--- Problem details ---
Given the listing that follows, report all lines in which the string "Камуністычная" occurs.
-- Data in this exercise follows --
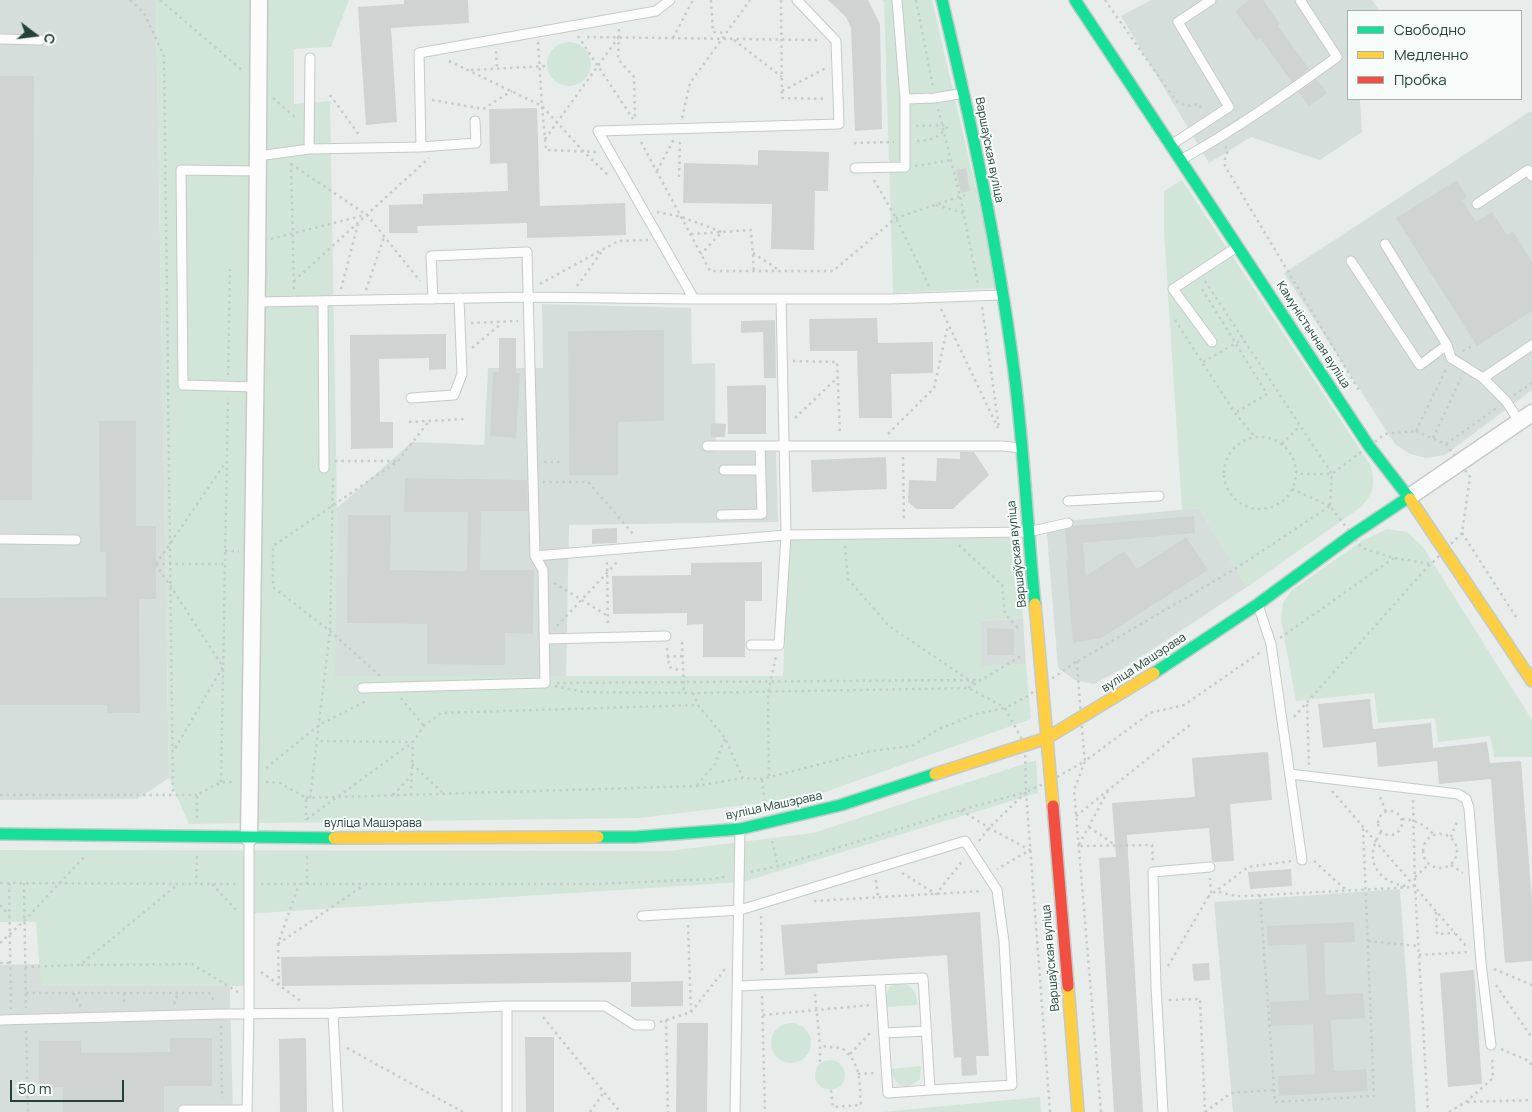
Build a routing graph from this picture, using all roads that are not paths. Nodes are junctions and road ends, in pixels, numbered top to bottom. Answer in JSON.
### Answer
{"nodes":[{"id":1,"x":259,"y":0,"type":"edge"},
{"id":2,"x":670,"y":0,"type":"edge"},
{"id":3,"x":797,"y":0,"type":"edge"},
{"id":4,"x":897,"y":0,"type":"edge"},
{"id":5,"x":942,"y":0,"type":"edge"},
{"id":6,"x":1075,"y":0,"type":"edge"},
{"id":7,"x":1211,"y":0,"type":"edge"},
{"id":8,"x":1300,"y":0,"type":"edge"},
{"id":9,"x":0,"y":39,"type":"edge"},
{"id":10,"x":40,"y":40,"type":"dead end"},
{"id":11,"x":310,"y":58,"type":"dead end"},
{"id":12,"x":964,"y":93,"type":"junction"},
{"id":13,"x":904,"y":99,"type":"junction"},
{"id":14,"x":475,"y":120,"type":"dead end"},
{"id":15,"x":1172,"y":145,"type":"junction"},
{"id":16,"x":421,"y":147,"type":"junction"},
{"id":17,"x":309,"y":149,"type":"junction"},
{"id":18,"x":1182,"y":159,"type":"junction"},
{"id":19,"x":258,"y":163,"type":"junction"},
{"id":20,"x":856,"y":168,"type":"dead end"},
{"id":21,"x":1532,"y":176,"type":"edge"},
{"id":22,"x":1477,"y":204,"type":"dead end"},
{"id":23,"x":1385,"y":244,"type":"dead end"},
{"id":24,"x":1239,"y":246,"type":"junction"},
{"id":25,"x":1351,"y":261,"type":"dead end"},
{"id":26,"x":529,"y":294,"type":"junction"},
{"id":27,"x":1002,"y":295,"type":"junction"},
{"id":28,"x":459,"y":298,"type":"junction"},
{"id":29,"x":433,"y":299,"type":"junction"},
{"id":30,"x":694,"y":299,"type":"junction"},
{"id":31,"x":781,"y":299,"type":"junction"},
{"id":32,"x":323,"y":301,"type":"junction"},
{"id":33,"x":257,"y":302,"type":"junction"},
{"id":34,"x":1212,"y":342,"type":"dead end"},
{"id":35,"x":1447,"y":345,"type":"junction"},
{"id":36,"x":1532,"y":345,"type":"edge"},
{"id":37,"x":1483,"y":378,"type":"junction"},
{"id":38,"x":256,"y":387,"type":"junction"},
{"id":39,"x":411,"y":398,"type":"dead end"},
{"id":40,"x":1526,"y":417,"type":"edge"},
{"id":41,"x":707,"y":446,"type":"dead end"},
{"id":42,"x":760,"y":446,"type":"junction"},
{"id":43,"x":784,"y":446,"type":"junction"},
{"id":44,"x":1022,"y":448,"type":"junction"},
{"id":45,"x":327,"y":463,"type":"road end"},
{"id":46,"x":724,"y":470,"type":"dead end"},
{"id":47,"x":761,"y":470,"type":"junction"},
{"id":48,"x":1159,"y":496,"type":"dead end"},
{"id":49,"x":1409,"y":497,"type":"junction"},
{"id":50,"x":1068,"y":501,"type":"dead end"},
{"id":51,"x":721,"y":515,"type":"dead end"},
{"id":52,"x":1068,"y":523,"type":"dead end"},
{"id":53,"x":1028,"y":532,"type":"junction"},
{"id":54,"x":786,"y":535,"type":"junction"},
{"id":55,"x":0,"y":540,"type":"edge"},
{"id":56,"x":76,"y":540,"type":"dead end"},
{"id":57,"x":535,"y":556,"type":"junction"},
{"id":58,"x":1258,"y":604,"type":"junction"},
{"id":59,"x":666,"y":636,"type":"road end"},
{"id":60,"x":544,"y":639,"type":"junction"},
{"id":61,"x":751,"y":645,"type":"dead end"},
{"id":62,"x":1532,"y":681,"type":"edge"},
{"id":63,"x":362,"y":688,"type":"dead end"},
{"id":64,"x":1046,"y":738,"type":"junction"},
{"id":65,"x":1290,"y":774,"type":"junction"},
{"id":66,"x":740,"y":829,"type":"junction"},
{"id":67,"x":0,"y":834,"type":"edge"},
{"id":68,"x":249,"y":838,"type":"junction"},
{"id":69,"x":1302,"y":860,"type":"road end"},
{"id":70,"x":1210,"y":867,"type":"road end"},
{"id":71,"x":740,"y":910,"type":"junction"},
{"id":72,"x":642,"y":916,"type":"dead end"},
{"id":73,"x":880,"y":980,"type":"junction"},
{"id":74,"x":738,"y":986,"type":"junction"},
{"id":75,"x":507,"y":1006,"type":"junction"},
{"id":76,"x":249,"y":1013,"type":"junction"},
{"id":77,"x":333,"y":1013,"type":"junction"},
{"id":78,"x":0,"y":1020,"type":"edge"},
{"id":79,"x":650,"y":1025,"type":"road end"},
{"id":80,"x":927,"y":1031,"type":"junction"},
{"id":81,"x":884,"y":1033,"type":"junction"},
{"id":82,"x":1491,"y":1046,"type":"road end"},
{"id":83,"x":930,"y":1090,"type":"junction"},
{"id":84,"x":183,"y":1110,"type":"dead end"},
{"id":85,"x":247,"y":1111,"type":"edge"},
{"id":86,"x":338,"y":1112,"type":"edge"},
{"id":87,"x":507,"y":1112,"type":"edge"},
{"id":88,"x":735,"y":1112,"type":"edge"},
{"id":89,"x":1078,"y":1112,"type":"edge"},
{"id":90,"x":1163,"y":1112,"type":"edge"}],
"edges":[{"from":1,"to":19,"type":"street"},
{"from":2,"to":16,"type":"lane"},
{"from":3,"to":30,"type":"lane"},
{"from":4,"to":13,"type":"lane"},
{"from":5,"to":12,"type":"street","name":"Варшаўская вуліца"},
{"from":6,"to":15,"type":"street","name":"Камуністычная вуліца"},
{"from":7,"to":15,"type":"lane"},
{"from":8,"to":18,"type":"lane"},
{"from":9,"to":10,"type":"lane"},
{"from":11,"to":17,"type":"lane"},
{"from":12,"to":13,"type":"lane"},
{"from":12,"to":27,"type":"street","name":"Варшаўская вуліца"},
{"from":13,"to":20,"type":"lane"},
{"from":14,"to":16,"type":"lane"},
{"from":15,"to":18,"type":"street","name":"Камуністычная вуліца"},
{"from":16,"to":17,"type":"lane"},
{"from":17,"to":19,"type":"lane"},
{"from":18,"to":24,"type":"street","name":"Камуністычная вуліца"},
{"from":19,"to":33,"type":"street"},
{"from":19,"to":38,"type":"lane"},
{"from":21,"to":22,"type":"lane"},
{"from":23,"to":35,"type":"lane"},
{"from":24,"to":34,"type":"lane"},
{"from":24,"to":49,"type":"street","name":"Камуністычная вуліца"},
{"from":25,"to":35,"type":"lane"},
{"from":26,"to":28,"type":"lane"},
{"from":26,"to":29,"type":"lane"},
{"from":26,"to":30,"type":"lane"},
{"from":26,"to":57,"type":"lane"},
{"from":27,"to":31,"type":"lane"},
{"from":27,"to":44,"type":"street","name":"Варшаўская вуліца"},
{"from":28,"to":29,"type":"lane"},
{"from":28,"to":39,"type":"lane"},
{"from":29,"to":32,"type":"lane"},
{"from":30,"to":31,"type":"lane"},
{"from":31,"to":43,"type":"lane"},
{"from":32,"to":33,"type":"lane"},
{"from":32,"to":45,"type":"lane"},
{"from":33,"to":38,"type":"street"},
{"from":35,"to":37,"type":"lane"},
{"from":36,"to":37,"type":"lane"},
{"from":37,"to":40,"type":"lane"},
{"from":38,"to":68,"type":"street"},
{"from":40,"to":49,"type":"street"},
{"from":41,"to":42,"type":"lane"},
{"from":42,"to":43,"type":"lane"},
{"from":42,"to":47,"type":"lane"},
{"from":43,"to":44,"type":"lane"},
{"from":43,"to":54,"type":"lane"},
{"from":44,"to":53,"type":"street","name":"Варшаўская вуліца"},
{"from":46,"to":47,"type":"lane"},
{"from":47,"to":51,"type":"lane"},
{"from":48,"to":50,"type":"lane"},
{"from":49,"to":58,"type":"street","name":"вуліца Машэрава"},
{"from":49,"to":62,"type":"street","name":"Камуністычная вуліца"},
{"from":52,"to":53,"type":"lane"},
{"from":53,"to":54,"type":"lane"},
{"from":53,"to":64,"type":"street","name":"Варшаўская вуліца"},
{"from":54,"to":57,"type":"lane"},
{"from":54,"to":61,"type":"lane"},
{"from":55,"to":56,"type":"lane"},
{"from":57,"to":60,"type":"lane"},
{"from":58,"to":64,"type":"street","name":"вуліца Машэрава"},
{"from":58,"to":65,"type":"lane"},
{"from":59,"to":60,"type":"lane"},
{"from":60,"to":63,"type":"lane"},
{"from":64,"to":66,"type":"street","name":"вуліца Машэрава"},
{"from":64,"to":89,"type":"street","name":"Варшаўская вуліца"},
{"from":65,"to":69,"type":"lane"},
{"from":65,"to":82,"type":"lane"},
{"from":66,"to":68,"type":"street","name":"вуліца Машэрава"},
{"from":66,"to":71,"type":"lane"},
{"from":67,"to":68,"type":"street","name":"вуліца Машэрава"},
{"from":68,"to":76,"type":"lane"},
{"from":70,"to":90,"type":"lane"},
{"from":71,"to":72,"type":"lane"},
{"from":71,"to":74,"type":"lane"},
{"from":71,"to":83,"type":"lane"},
{"from":73,"to":74,"type":"lane"},
{"from":73,"to":80,"type":"lane"},
{"from":73,"to":81,"type":"lane"},
{"from":74,"to":88,"type":"lane"},
{"from":75,"to":77,"type":"lane"},
{"from":75,"to":79,"type":"lane"},
{"from":75,"to":87,"type":"lane"},
{"from":76,"to":77,"type":"lane"},
{"from":76,"to":78,"type":"lane"},
{"from":76,"to":85,"type":"lane"},
{"from":77,"to":86,"type":"lane"},
{"from":80,"to":81,"type":"lane"},
{"from":80,"to":83,"type":"lane"},
{"from":81,"to":83,"type":"lane"},
{"from":84,"to":85,"type":"lane"}]}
-- Data in this exercise concluded --
--- Solved problem ---
{"from":6,"to":15,"type":"street","name":"Камуністычная вуліца"},
{"from":15,"to":18,"type":"street","name":"Камуністычная вуліца"},
{"from":18,"to":24,"type":"street","name":"Камуністычная вуліца"},
{"from":24,"to":49,"type":"street","name":"Камуністычная вуліца"},
{"from":49,"to":62,"type":"street","name":"Камуністычная вуліца"},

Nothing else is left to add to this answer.